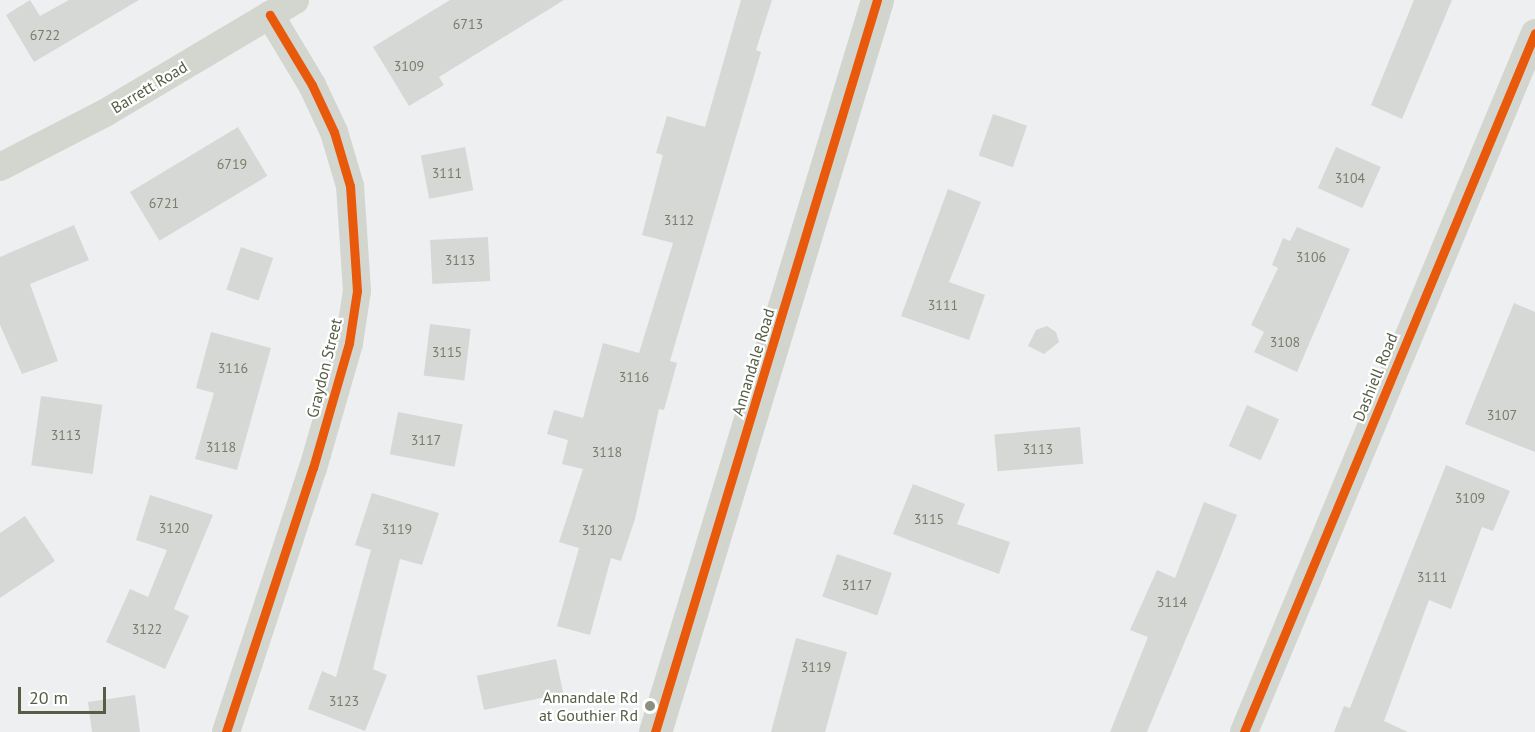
<!DOCTYPE html>
<style>
body{margin:0}
#map{position:relative;width:1535px;height:732px;overflow:hidden;background:#eeeff0;font-family:"PT Sans",sans-serif}
div>[style]{position:absolute}
[style*='--x']{left:calc(var(--x)*1px);top:calc(var(--y)*1px);width:calc(var(--w)*1px);rotate:calc(var(--a)*1deg)}
.building>*{inset:0;background:#d6d8d5;transform-origin:0 0}
.minor>*{height:28px;margin:-14px;padding:0 14px;transform-origin:14px;border-radius:14px;background:#d3d5cf}
.secondary>*{height:33px;margin:-16.5px;padding:0 16.5px;transform-origin:16.5px;border-radius:16.5px;background:#d2d5ce}
.cycleway>*{height:9px;margin:-4.5px;padding:0 4.5px;transform-origin:4.5px;border-radius:4.5px;background:#e8590c}
.dots>*{width:16px;height:16px;translate:-50% -50%;box-sizing:border-box;border:3px solid #fff;border-radius:50%}
span{translate:-50% -50%;white-space:nowrap;text-align:center;line-height:1.15;-webkit-text-stroke:4.5px #fff;paint-order:stroke}
.number-label{font-size:14px;color:#777e6a}
.number-label span{-webkit-text-stroke-width:0}
.street-label{font-size:16px;color:#555d44}
.poi-label{font-size:16px;color:#555d44}
.right{translate:-100% -50%;text-align:right}
.scale{position:absolute;left:18px;top:687px;width:88px;height:27px;box-sizing:border-box;border:3px solid #555d44;border-top:0;padding-left:8px;font-size:18px;line-height:21px;white-space:nowrap;color:#555d44;-webkit-text-stroke:4px #fff;paint-order:stroke}
</style>
<div id="map">
<div class="building">
<div style="clip-path:polygon(30px 0,40px 16px,69px 0,139px 0,34px 62px,6px 15px)"></div>
<div style="clip-path:polygon(450px 0,564px 0,439px 77px,444px 85px,409px 106px,373px 47px)"></div>
<div style="clip-path:polygon(741px 0,772px 0,756px 50px,761px 52px,670px 361px,677px 363px,664px 410px,659px 409px,635px 519px,621px 561px,611px 558px,590px 635px,557px 626px,579px 548px,559px 542px,583px 469px,562px 464px,568px 440px,547px 434px,554px 410px,583px 418px,603px 343px,639px 353px,673px 243px,642px 235px,663px 155px,656px 153px,667px 116px,705px 127px)"></div>
<div style="clip-path:polygon(1414px 0,1452px 0,1402px 119px,1371px 105px)"></div>
<div style="left:993px;top:114px;width:36px;height:44px;rotate:19deg"></div>
<div style="left:238px;top:127px;width:57px;height:126px;rotate:59deg"></div>
<div style="left:465px;top:147px;width:44px;height:45px;rotate:79deg"></div>
<div style="left:1336px;top:147px;width:49px;height:45px;rotate:24deg"></div>
<div style="clip-path:polygon(948px 189px,981px 202px,949px 282px,985px 295px,969px 340px,901px 316px)"></div>
<div style="clip-path:polygon(74px 225px,89px 260px,30px 284px,58px 361px,22px 374px,0 325px,0 257px)"></div>
<div style="clip-path:polygon(1297px 227px,1350px 249px,1297px 372px,1254px 352px,1264px 332px,1251px 325px,1278px 268px,1272px 265px,1283px 238px,1290px 241px)"></div>
<div style="left:488px;top:237px;width:44px;height:58px;rotate:87deg"></div>
<div style="left:241px;top:247px;width:34px;height:45px;rotate:19deg"></div>
<div style="clip-path:polygon(1514px 303px,1535px 312px,1535px 452px,1465px 424px)"></div>
<div style="left:430px;top:324px;width:41px;height:52px;rotate:7deg"></div>
<div style="clip-path:polygon(1047px 326px,1056px 332px,1059px 342px,1044px 354px,1028px 346px,1036px 330px)"></div>
<div style="clip-path:polygon(211px 332px,271px 348px,237px 470px,195px 459px,214px 393px,196px 388px)"></div>
<div style="left:41px;top:396px;width:62px;height:70px;rotate:8deg"></div>
<div style="left:1247px;top:405px;width:35px;height:45px;rotate:24deg"></div>
<div style="left:398px;top:412px;width:66px;height:43px;rotate:11deg"></div>
<div style="left:1080px;top:427px;width:37px;height:86px;rotate:85deg"></div>
<div style="clip-path:polygon(1446px 465px,1510px 491px,1493px 531px,1482px 527px,1451px 609px,1429px 600px,1384px 721px,1408px 732px,1334px 732px,1344px 706px,1350px 708px)"></div>
<div style="clip-path:polygon(913px 484px,965px 504px,957px 524px,1010px 542px,999px 574px,893px 534px)"></div>
<div style="clip-path:polygon(372px 493px,439px 513px,422px 565px,400px 559px,373px 669px,387px 675px,365px 731px,308px 709px,322px 671px,336px 677px,371px 550px,355px 545px)"></div>
<div style="clip-path:polygon(150px 495px,213px 515px,174px 609px,189px 616px,165px 669px,106px 642px,130px 589px,148px 597px,167px 550px,136px 540px)"></div>
<div style="clip-path:polygon(1204px 502px,1237px 515px,1219px 560px,1147px 732px,1110px 732px,1148px 637px,1130px 630px,1157px 570px,1175px 578px)"></div>
<div style="clip-path:polygon(25px 516px,55px 561px,0 598px,0 533px)"></div>
<div style="left:837px;top:554px;width:58px;height:45px;rotate:19deg"></div>
<div style="clip-path:polygon(796px 638px,847px 652px,825px 732px,771px 732px)"></div>
<div style="left:556px;top:659px;width:35px;height:81px;rotate:78deg"></div>
<div style="clip-path:polygon(135px 695px,140px 732px,92px 732px,88px 702px)"></div>
</div>
<div class="minor">
<div style="--x:0;--y:167;--w:118;--a:-27.2"></div>
<div style="--x:105;--y:113;--w:221;--a:-30.7"></div>
<div style="--x:226;--y:732;--w:278;--a:-71.8"></div>
<div style="--x:313;--y:468;--w:130;--a:-73.9"></div>
<div style="--x:349;--y:343;--w:53;--a:-81.3"></div>
<div style="--x:357;--y:291;--w:105;--a:-93.8"></div>
<div style="--x:350;--y:186;--w:56;--a:-106.5"></div>
<div style="--x:334;--y:132;--w:52;--a:-115.1"></div>
<div style="--x:312;--y:85;--w:82;--a:-121"></div>
<div style="--x:1244;--y:732;--w:757;--a:-67.4"></div>
</div>
<div class="secondary">
<div style="--x:655;--y:732;--w:765;--a:-73.13"></div>
</div>
<div class="cycleway">
<div style="--x:226;--y:732;--w:278;--a:-71.8"></div>
<div style="--x:313;--y:468;--w:130;--a:-73.9"></div>
<div style="--x:349;--y:343;--w:53;--a:-81.3"></div>
<div style="--x:357;--y:291;--w:105;--a:-93.8"></div>
<div style="--x:350;--y:186;--w:56;--a:-106.5"></div>
<div style="--x:334;--y:132;--w:52;--a:-115.1"></div>
<div style="--x:312;--y:85;--w:82;--a:-121"></div>
<div style="--x:655;--y:732;--w:765;--a:-73.13"></div>
<div style="--x:1244;--y:732;--w:757;--a:-67.4"></div>
</div>
<div class="dots">
<div style="left:650px;top:706px;background:#8b9080"></div>
</div>
<div class="number-label">
<span style="left:468px;top:24px">6713</span>
<span style="left:45px;top:35px">6722</span>
<span style="left:409px;top:66px">3109</span>
<span style="left:232px;top:164px">6719</span>
<span style="left:447px;top:173px">3111</span>
<span style="left:1350px;top:178px">3104</span>
<span style="left:164px;top:203px">6721</span>
<span style="left:679px;top:220px">3112</span>
<span style="left:1311px;top:257px">3106</span>
<span style="left:460px;top:260px">3113</span>
<span style="left:943px;top:305px">3111</span>
<span style="left:1285px;top:342px">3108</span>
<span style="left:447px;top:352px">3115</span>
<span style="left:233px;top:368px">3116</span>
<span style="left:634px;top:377px">3116</span>
<span style="left:1502px;top:415px">3107</span>
<span style="left:66px;top:435px">3113</span>
<span style="left:426px;top:440px">3117</span>
<span style="left:221px;top:447px">3118</span>
<span style="left:1038px;top:449px">3113</span>
<span style="left:607px;top:452px">3118</span>
<span style="left:1470px;top:498px">3109</span>
<span style="left:929px;top:519px">3115</span>
<span style="left:174px;top:528px">3120</span>
<span style="left:397px;top:529px">3119</span>
<span style="left:597px;top:530px">3120</span>
<span style="left:1432px;top:577px">3111</span>
<span style="left:857px;top:585px">3117</span>
<span style="left:1172px;top:602px">3114</span>
<span style="left:147px;top:629px">3122</span>
<span style="left:816px;top:667px">3119</span>
<span style="left:344px;top:701px">3123</span>
</div>
<div class="street-label">
<span style="left:149px;top:87px;rotate:-31deg">Barrett Road</span>
<span style="left:753px;top:362px;rotate:-73deg">Annandale Road</span>
<span style="left:324px;top:368px;rotate:-76deg">Graydon Street</span>
<span style="left:1375px;top:377px;rotate:-68deg">Dashiell Road</span>
</div>
<div class="poi-label">
<span class="right" style="left:638px;top:706px">Annandale Rd<br>at Gouthier Rd</span>
</div>
<div class="scale">20 m</div>
</div>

__________________________________________________

Bring together each line above where the string "label" turns up.

.number-label{font-size:14px;color:#777e6a}
.number-label span{-webkit-text-stroke-width:0}
.street-label{font-size:16px;color:#555d44}
.poi-label{font-size:16px;color:#555d44}
<div class="number-label">
<div class="street-label">
<div class="poi-label">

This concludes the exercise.